| What you should do |
In the records below, begin at the line that has "display:flex; flex-direction:column; background:#100c1f;" and stop after the line that has "position:absolute; left:1758px; top:15px;"; quote those lines verbatim and nothing more.

● ● ● ●

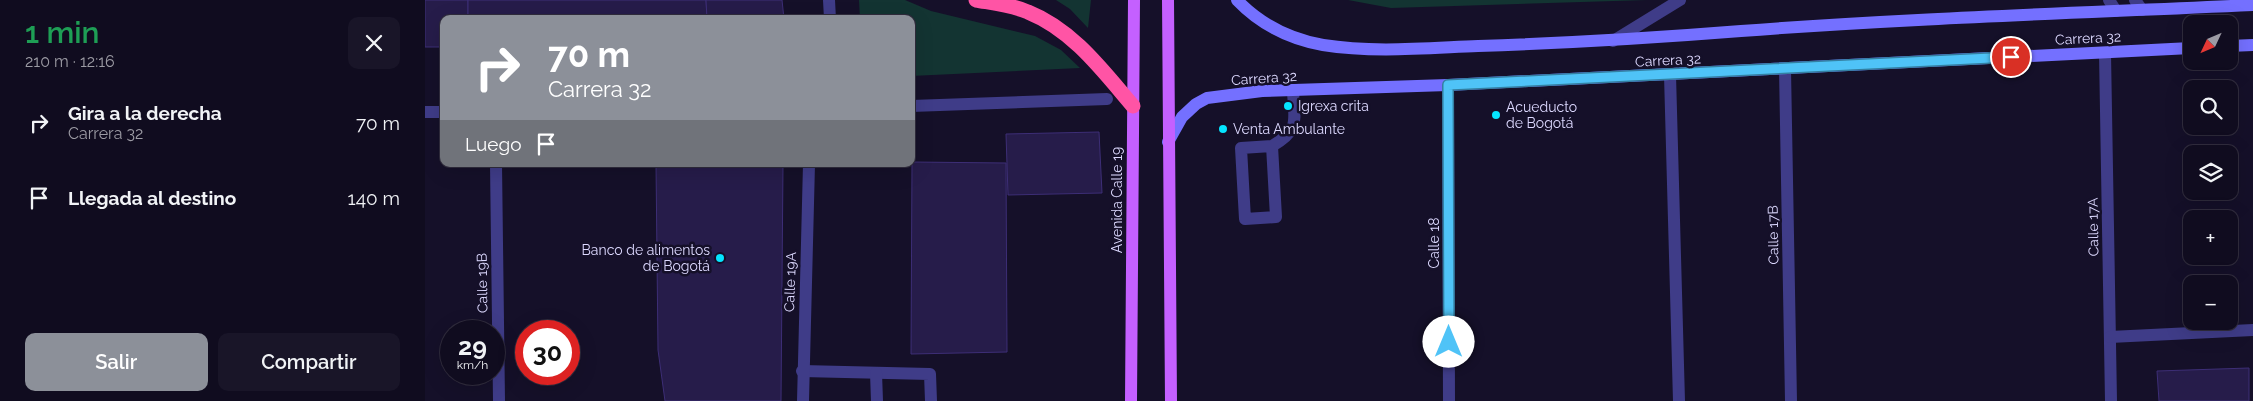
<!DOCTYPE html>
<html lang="es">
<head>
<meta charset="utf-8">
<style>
  body { margin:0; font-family:Raleway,sans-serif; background:#191528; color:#f1f3f6; height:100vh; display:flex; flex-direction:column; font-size:19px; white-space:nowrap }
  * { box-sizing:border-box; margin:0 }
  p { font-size:16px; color:#9c9ba4 }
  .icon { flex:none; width:28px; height:28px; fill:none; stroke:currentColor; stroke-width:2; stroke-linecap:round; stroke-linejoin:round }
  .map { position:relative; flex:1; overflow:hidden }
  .panel { display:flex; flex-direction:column; background:#100c1f; width:425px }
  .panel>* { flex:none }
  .banner { position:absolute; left:15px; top:15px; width:475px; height:152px; border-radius:10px; box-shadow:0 5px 20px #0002,0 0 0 1px #302c3d; background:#8c9099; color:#fff; overflow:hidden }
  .needle { width:32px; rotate:226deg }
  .controls { position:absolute; left:1758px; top:15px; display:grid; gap:10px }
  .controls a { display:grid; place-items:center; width:55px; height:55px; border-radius:10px; background:#100c1f; box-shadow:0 5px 20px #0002,0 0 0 1px #302c3d; font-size:25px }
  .speed { position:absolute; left:15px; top:320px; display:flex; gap:10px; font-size:25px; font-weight:700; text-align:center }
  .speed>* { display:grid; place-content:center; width:65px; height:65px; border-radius:50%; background:#100c1f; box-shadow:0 5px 20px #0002,0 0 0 1px #302c3d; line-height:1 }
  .speed small { font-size:12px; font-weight:400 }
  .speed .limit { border:8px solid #d22; background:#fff; color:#111 }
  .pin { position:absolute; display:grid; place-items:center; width:42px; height:42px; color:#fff; margin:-21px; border:2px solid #fff; border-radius:50%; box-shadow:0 1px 5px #0007 }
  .me { position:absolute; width:55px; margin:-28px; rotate:0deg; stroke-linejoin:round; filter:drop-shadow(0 0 4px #0008) }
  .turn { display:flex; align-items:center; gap:18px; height:105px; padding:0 25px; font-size:22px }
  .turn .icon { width:65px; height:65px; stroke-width:2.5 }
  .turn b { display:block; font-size:35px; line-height:42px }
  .then { display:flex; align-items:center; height:48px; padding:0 25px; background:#0003; gap:10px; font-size:19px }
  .round { display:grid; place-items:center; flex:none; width:52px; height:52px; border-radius:10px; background:#191528 }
  .overview { display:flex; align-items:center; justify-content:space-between; height:85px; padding:0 25px }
  h1 { font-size:30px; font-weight:600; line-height:38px; color:#1e9e55 }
  .button { display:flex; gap:10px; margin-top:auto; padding:10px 25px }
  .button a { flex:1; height:58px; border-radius:10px; background:#8c9099; color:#fff; font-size:20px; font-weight:600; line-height:58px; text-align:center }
  .button a+a { background:#191528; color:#f1f3f6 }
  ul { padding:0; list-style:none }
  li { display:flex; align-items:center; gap:15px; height:75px; padding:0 25px }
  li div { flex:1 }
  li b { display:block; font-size:19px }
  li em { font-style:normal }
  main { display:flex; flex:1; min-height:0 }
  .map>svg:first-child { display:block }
</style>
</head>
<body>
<main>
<section class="panel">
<div class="overview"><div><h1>1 min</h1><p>210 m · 12:16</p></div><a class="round"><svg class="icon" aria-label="close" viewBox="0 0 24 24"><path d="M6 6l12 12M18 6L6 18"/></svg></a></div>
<ul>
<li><svg class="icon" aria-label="right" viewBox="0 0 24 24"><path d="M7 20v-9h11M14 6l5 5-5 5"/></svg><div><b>Gira a la derecha</b><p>Carrera 32</p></div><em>70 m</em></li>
<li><svg class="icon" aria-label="arrive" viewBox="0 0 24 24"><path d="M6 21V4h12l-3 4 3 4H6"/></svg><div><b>Llegada al destino</b></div><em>140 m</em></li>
</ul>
<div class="button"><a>Salir</a><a>Compartir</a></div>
</section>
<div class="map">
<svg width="1828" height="401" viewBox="0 0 1828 401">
  <rect width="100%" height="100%" fill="#151029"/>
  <g fill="#133432">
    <polygon points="434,0 480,0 506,11 610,36 636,50 655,68 486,76 486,19 435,19"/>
    <polygon points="631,0 666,0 663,28 645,9"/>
    <polygon points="923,0 1222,0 966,8"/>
  </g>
  <g fill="#261c4a" stroke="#3d2e76">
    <polygon points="0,0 43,0 43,19 19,19 19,47 0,47"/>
    <polygon points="43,0 281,0 282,19 43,19"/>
    <polygon points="281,0 357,0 359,19 282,19"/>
    <polygon points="674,132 677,193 583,195 581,134"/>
    <polygon points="487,162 581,163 582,352 486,354"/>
    <polygon points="231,164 358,164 356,401 240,401 233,350"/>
    <polygon points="1824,368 1824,401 1734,401 1732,371"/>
  </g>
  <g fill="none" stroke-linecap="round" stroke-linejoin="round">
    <g stroke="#3f3c88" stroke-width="12">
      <polyline points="1684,0 1691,11"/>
      <polyline points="1710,0 1717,10"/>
      <polyline points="1188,41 1255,0"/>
      <polyline points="1245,75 1254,401"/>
      <path d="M847,146L816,148L820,219L851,217L847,146C876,129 869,121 868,90"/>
      <polyline points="377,371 505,374 506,401"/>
      <polyline points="451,373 452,401"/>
    </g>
    <g stroke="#3f3c88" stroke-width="12">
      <polyline points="404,0 405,19"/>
      <polyline points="1680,53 1686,401"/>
      <polyline points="1360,69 1366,401"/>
      <polyline points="1023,85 1024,401"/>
      <polyline points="486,106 682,99"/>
      <polyline points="0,112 19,112"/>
      <polyline points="71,164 74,401"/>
      <polyline points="1685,337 1828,330"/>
      <polyline points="378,401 384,164"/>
    </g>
    <g stroke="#7470ff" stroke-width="12">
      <path d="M812,0C835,24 865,39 898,45C948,53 1002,48 1053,46C1141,43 1228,38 1316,31C1487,18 1657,13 1828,5"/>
      <polyline points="1804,46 1828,45"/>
      <polyline points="743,142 757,117 771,104 782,98 837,91 1023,85 1766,48"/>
    </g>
    <g stroke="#c460ff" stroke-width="12">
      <polyline points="743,0 746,401"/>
      <polyline points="706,401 709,0"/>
    </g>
    <path stroke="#ff54a5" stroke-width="15" d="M551,0C568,3 587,5 603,12C648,30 678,71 708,106"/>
  </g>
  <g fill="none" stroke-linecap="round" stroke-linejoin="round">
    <defs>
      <polyline id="route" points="1024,342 1023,85 1586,57"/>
    </defs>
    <use href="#route" stroke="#337fa1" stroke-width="12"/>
    <use href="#route" stroke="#4fc3f7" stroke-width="9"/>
  </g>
  <g fill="#05e5ff" stroke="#151029" stroke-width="2">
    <circle cx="863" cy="106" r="5"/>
    <circle cx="1071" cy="115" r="5"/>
    <circle cx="798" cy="129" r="5"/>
    <circle cx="295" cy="258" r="5"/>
  </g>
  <g text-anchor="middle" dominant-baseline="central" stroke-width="5" stroke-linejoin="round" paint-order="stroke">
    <g font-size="14" fill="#ddd9ff" stroke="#151029">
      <text transform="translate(1663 38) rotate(-3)">Carrera 32</text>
      <text transform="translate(1243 60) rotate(-3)">Carrera 32</text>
      <text transform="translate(839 78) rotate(-4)">Carrera 32</text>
      <text transform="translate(692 200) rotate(-90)">Avenida Calle 19</text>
      <text transform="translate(1668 227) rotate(-91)">Calle 17A</text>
      <text transform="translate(1348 235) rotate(-91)">Calle 17B</text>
      <text transform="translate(1009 243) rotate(-90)">Calle 18</text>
      <text transform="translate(365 282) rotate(-88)">Calle 19A</text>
      <text transform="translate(57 283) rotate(-91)">Calle 19B</text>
    </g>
    <g font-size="14" fill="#ddd9ff" stroke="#151029" text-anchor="start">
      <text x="873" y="106">Igrexa crita</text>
      <text x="1081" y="107">Acueducto<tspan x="1081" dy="16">de Bogotá</tspan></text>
      <text x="808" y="129">Venta Ambulante</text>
      <text x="285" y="250" text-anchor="end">Banco de alimentos<tspan x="285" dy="16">de Bogotá</tspan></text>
    </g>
  </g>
</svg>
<div class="controls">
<a><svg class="needle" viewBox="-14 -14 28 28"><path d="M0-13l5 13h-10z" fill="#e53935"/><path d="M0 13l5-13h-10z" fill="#9c9ba4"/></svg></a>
<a><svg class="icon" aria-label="search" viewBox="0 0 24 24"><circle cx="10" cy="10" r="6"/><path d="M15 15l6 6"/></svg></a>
<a><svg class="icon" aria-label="layers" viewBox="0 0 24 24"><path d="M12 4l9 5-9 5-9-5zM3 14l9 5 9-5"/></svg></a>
<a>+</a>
<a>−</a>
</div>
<div class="speed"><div>29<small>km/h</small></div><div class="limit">30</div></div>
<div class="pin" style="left:1586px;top:57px;background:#d93025"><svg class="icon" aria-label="arrive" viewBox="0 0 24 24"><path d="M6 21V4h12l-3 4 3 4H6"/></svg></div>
<svg class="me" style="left:1024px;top:342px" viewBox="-20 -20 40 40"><circle r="19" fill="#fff"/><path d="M0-13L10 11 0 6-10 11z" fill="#4fc3f7"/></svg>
<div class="banner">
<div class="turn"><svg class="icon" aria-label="right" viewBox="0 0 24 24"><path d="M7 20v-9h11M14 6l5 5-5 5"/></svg><div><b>70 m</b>Carrera 32</div></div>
<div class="then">Luego<svg class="icon" aria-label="arrive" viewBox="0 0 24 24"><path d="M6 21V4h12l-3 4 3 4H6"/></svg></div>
</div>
</div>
</main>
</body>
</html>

● ● ● ●

| Problem solution |
  .panel { display:flex; flex-direction:column; background:#100c1f; width:425px }
  .panel>* { flex:none }
  .banner { position:absolute; left:15px; top:15px; width:475px; height:152px; border-radius:10px; box-shadow:0 5px 20px #0002,0 0 0 1px #302c3d; background:#8c9099; color:#fff; overflow:hidden }
  .needle { width:32px; rotate:226deg }
  .controls { position:absolute; left:1758px; top:15px; display:grid; gap:10px }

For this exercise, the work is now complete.